> **DIRECTIONS**
Go over the entries below line by line, copying each one that contains the word "Barbusse".

*** RECORDS FOR PROCESSING ***

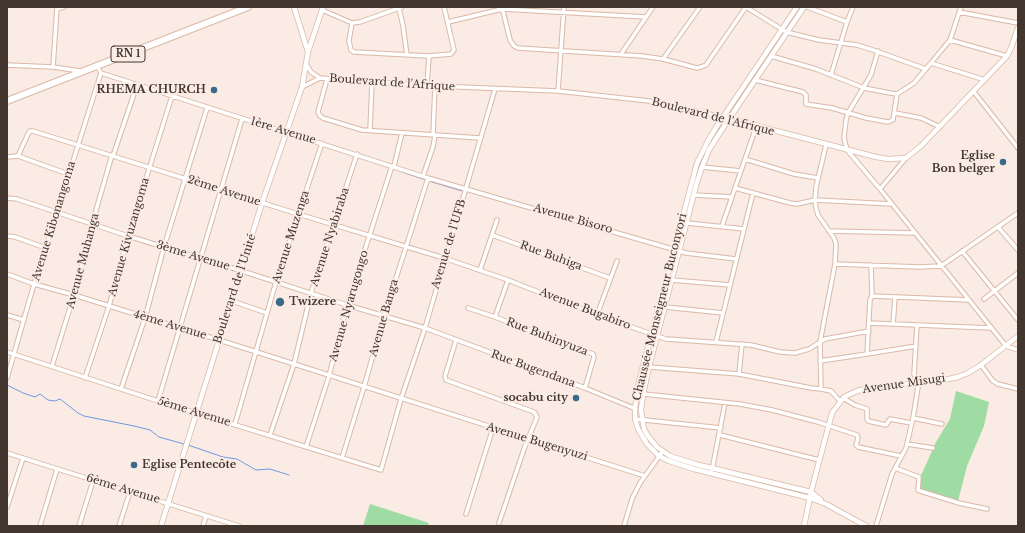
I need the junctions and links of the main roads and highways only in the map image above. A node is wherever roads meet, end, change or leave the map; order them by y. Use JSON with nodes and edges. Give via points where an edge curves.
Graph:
{"nodes":[{"id":1,"x":248,"y":7,"type":"edge"},
{"id":2,"x":7,"y":101,"type":"edge"}],
"edges":[{"from":1,"to":2,"type":"highway","number":"RN 1"}]}
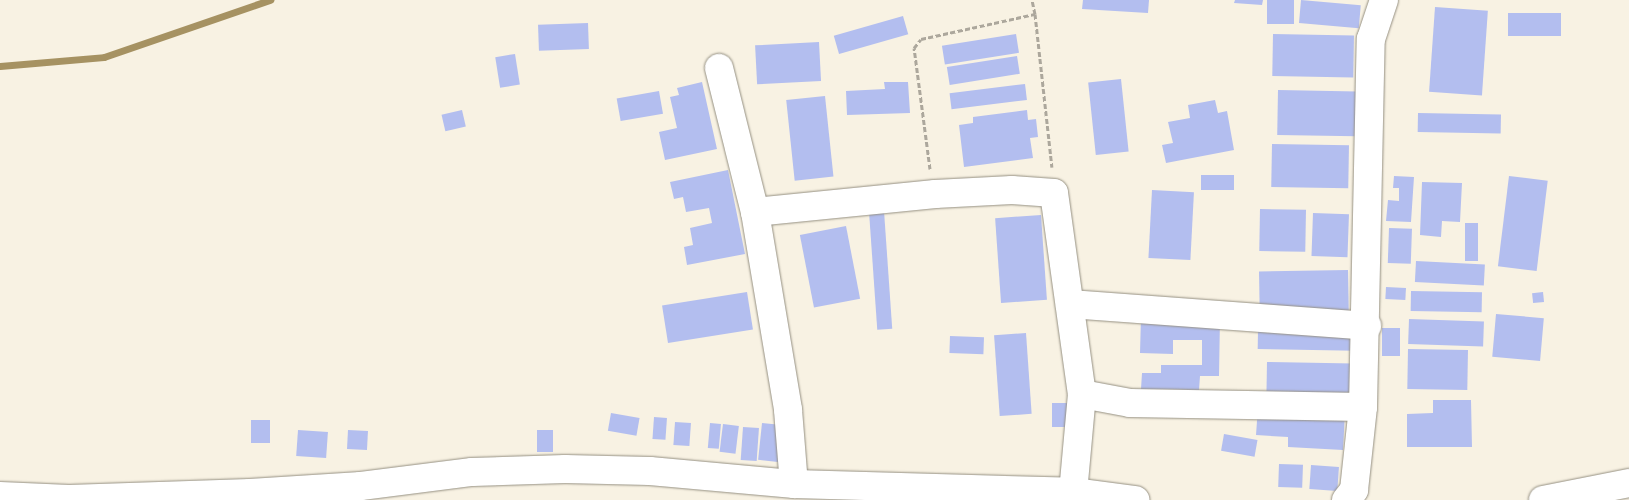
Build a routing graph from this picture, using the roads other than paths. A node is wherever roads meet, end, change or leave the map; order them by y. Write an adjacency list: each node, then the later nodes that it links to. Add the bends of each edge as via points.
1 (1384, 0): 5 (street, via 1371,39)
2 (719, 68): 3 (street)
3 (754, 212): 4 (street, via 935,194 1012,190 1054,193); 8 (street, via 788,410)
4 (1070, 304): 5 (street); 6 (street)
5 (1367, 326): 7 (street)
6 (1082, 394): 7 (street, via 1130,404); 11 (street)
7 (1363, 407): 15 (street, via 1354,490)
8 (794, 484): 10 (street); 11 (street)
9 (1629, 484): 16 (street)
10 (744, 489): 13 (street, via 650,471 519,470 432,475 361,486)
11 (1073, 492): 14 (street)
12 (0, 496): 13 (street, via 69,499)
13 (250, 496)
14 (1135, 500)
15 (1346, 500)
16 (1543, 500)

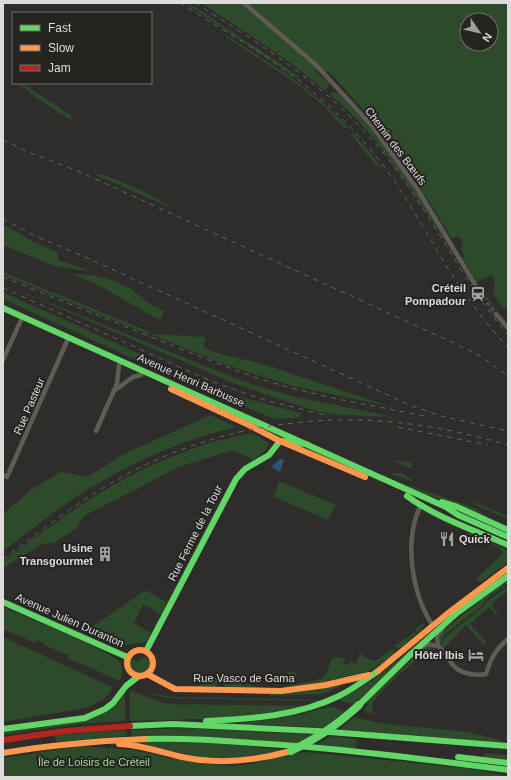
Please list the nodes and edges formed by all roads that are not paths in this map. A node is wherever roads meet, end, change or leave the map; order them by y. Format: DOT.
graph roads {
  1 [pos="244,3"];
  2 [pos="476,286"];
  3 [pos="3,308"];
  4 [pos="3,313"];
  5 [pos="496,314"];
  6 [pos="21,320"];
  7 [pos="508,328"];
  8 [pos="67,341"];
  9 [pos="3,360"];
  10 [pos="119,365"];
  11 [pos="141,375"];
  12 [pos="114,391"];
  13 [pos="96,431"];
  14 [pos="280,441"];
  15 [pos="307,444"];
  16 [pos="5,476"];
  17 [pos="368,476"];
  18 [pos="407,496"];
  19 [pos="430,500"];
  20 [pos="421,505"];
  21 [pos="451,511"];
  22 [pos="508,530"];
  23 [pos="508,538"];
  24 [pos="508,545"];
  25 [pos="508,568"];
  26 [pos="508,576"];
  27 [pos="3,602"];
  28 [pos="448,622"];
  29 [pos="434,626"];
  30 [pos="508,639"];
  31 [pos="438,646"];
  32 [pos="146,651"];
  33 [pos="410,656"];
  34 [pos="127,657"];
  35 [pos="153,665"];
  36 [pos="129,671"];
  37 [pos="378,671"];
  38 [pos="143,675"];
  39 [pos="159,680"];
  40 [pos="126,686"];
  41 [pos="173,724"];
  42 [pos="3,729"];
  43 [pos="365,736"];
  44 [pos="3,740"];
  45 [pos="87,742"];
  46 [pos="508,746"];
  47 [pos="508,752"];
  48 [pos="3,753"];
  49 [pos="388,754"];
  50 [pos="508,763"];
  51 [pos="508,770"];
  1 -- 2 [label="street, Chemin des Bœufs"];
  3 -- 15 [label="main road, Avenue Henri Barbusse"];
  4 -- 6 [label="main road, Avenue Henri Barbusse"];
  5 -- 7 [label="street"];
  6 -- 8 [label="main road, Avenue Henri Barbusse"];
  6 -- 9 [label="street"];
  8 -- 10 [label="main road, Avenue Henri Barbusse"];
  8 -- 16 [label="street, Rue Pasteur"];
  10 -- 11 [label="main road, Avenue Henri Barbusse"];
  10 -- 12 [label="street"];
  11 -- 12 [label="street"];
  11 -- 14 [label="main road, Avenue Henri Barbusse"];
  12 -- 13 [label="street"];
  14 -- 15 [label="main road"];
  14 -- 17 [label="main road, Avenue Henri Barbusse"];
  14 -- 32 [label="main road, Rue Ferme de la Tour"];
  15 -- 17 [label="main road, Avenue Henri Barbusse"];
  17 -- 18 [label="main road"];
  17 -- 19 [label="main road"];
  18 -- 20 [label="main road"];
  18 -- 21 [label="main road"];
  19 -- 21 [label="main road"];
  19 -- 22 [label="main road"];
  20 -- 24 [label="main road"];
  20 -- 29 [label="street"];
  21 -- 23 [label="main road"];
  25 -- 29 [label="main road"];
  26 -- 28 [label="main road"];
  27 -- 34 [label="main road, Avenue Julien Duranton"];
  28 -- 31 [label="street"];
  28 -- 33 [label="main road"];
  29 -- 37 [label="main road"];
  30 -- 31 [label="street"];
  31 -- 33 [label="street"];
  32 -- 34 [label="main road"];
  32 -- 35 [label="main road"];
  33 -- 45 [label="main road, bridge"];
  34 -- 36 [label="main road"];
  35 -- 38 [label="main road"];
  35 -- 39 [label="main road"];
  36 -- 38 [label="main road"];
  36 -- 40 [label="main road"];
  37 -- 39 [label="main road, Rue Vasco de Gama"];
  37 -- 41 [label="main road"];
  38 -- 39 [label="main road, Rue Vasco de Gama"];
  38 -- 40 [label="main road"];
  40 -- 42 [label="main road"];
  41 -- 43 [label="main road"];
  41 -- 44 [label="main road"];
  43 -- 46 [label="main road"];
  43 -- 47 [label="main road"];
  45 -- 48 [label="main road"];
  45 -- 49 [label="main road"];
  49 -- 50 [label="main road"];
  49 -- 51 [label="main road"];
}
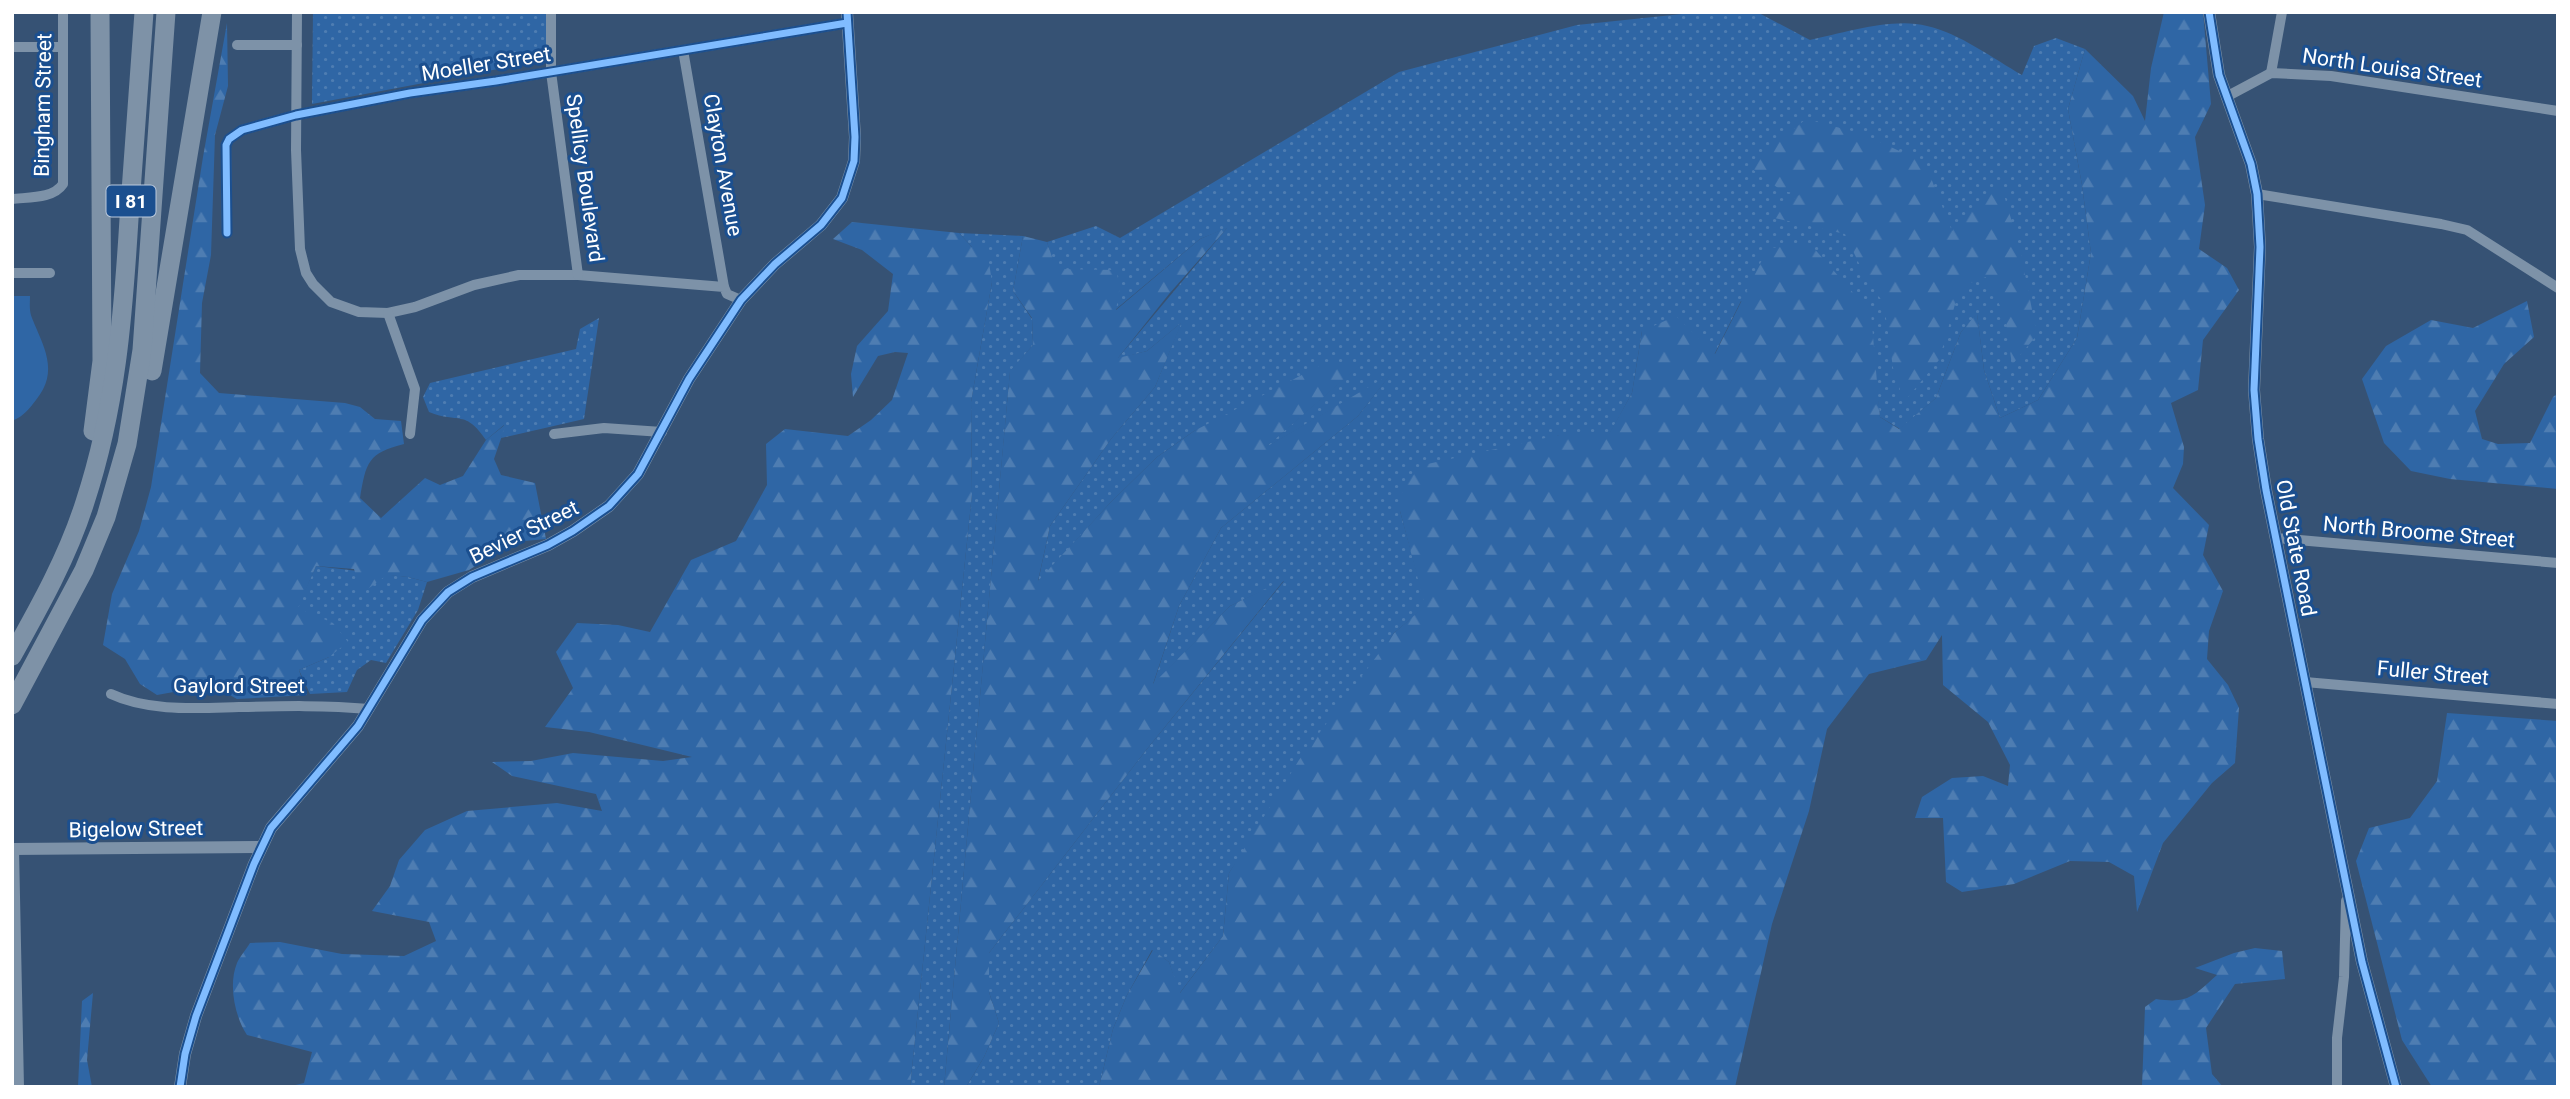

*** End of RECORDS FOR PROCESSING ***

> **SOLUTION TO THIS PROBLEM**
  3 -- 15 [label="main road, Avenue Henri Barbusse"];
  4 -- 6 [label="main road, Avenue Henri Barbusse"];
  6 -- 8 [label="main road, Avenue Henri Barbusse"];
  8 -- 10 [label="main road, Avenue Henri Barbusse"];
  10 -- 11 [label="main road, Avenue Henri Barbusse"];
  11 -- 14 [label="main road, Avenue Henri Barbusse"];
  14 -- 17 [label="main road, Avenue Henri Barbusse"];
  15 -- 17 [label="main road, Avenue Henri Barbusse"];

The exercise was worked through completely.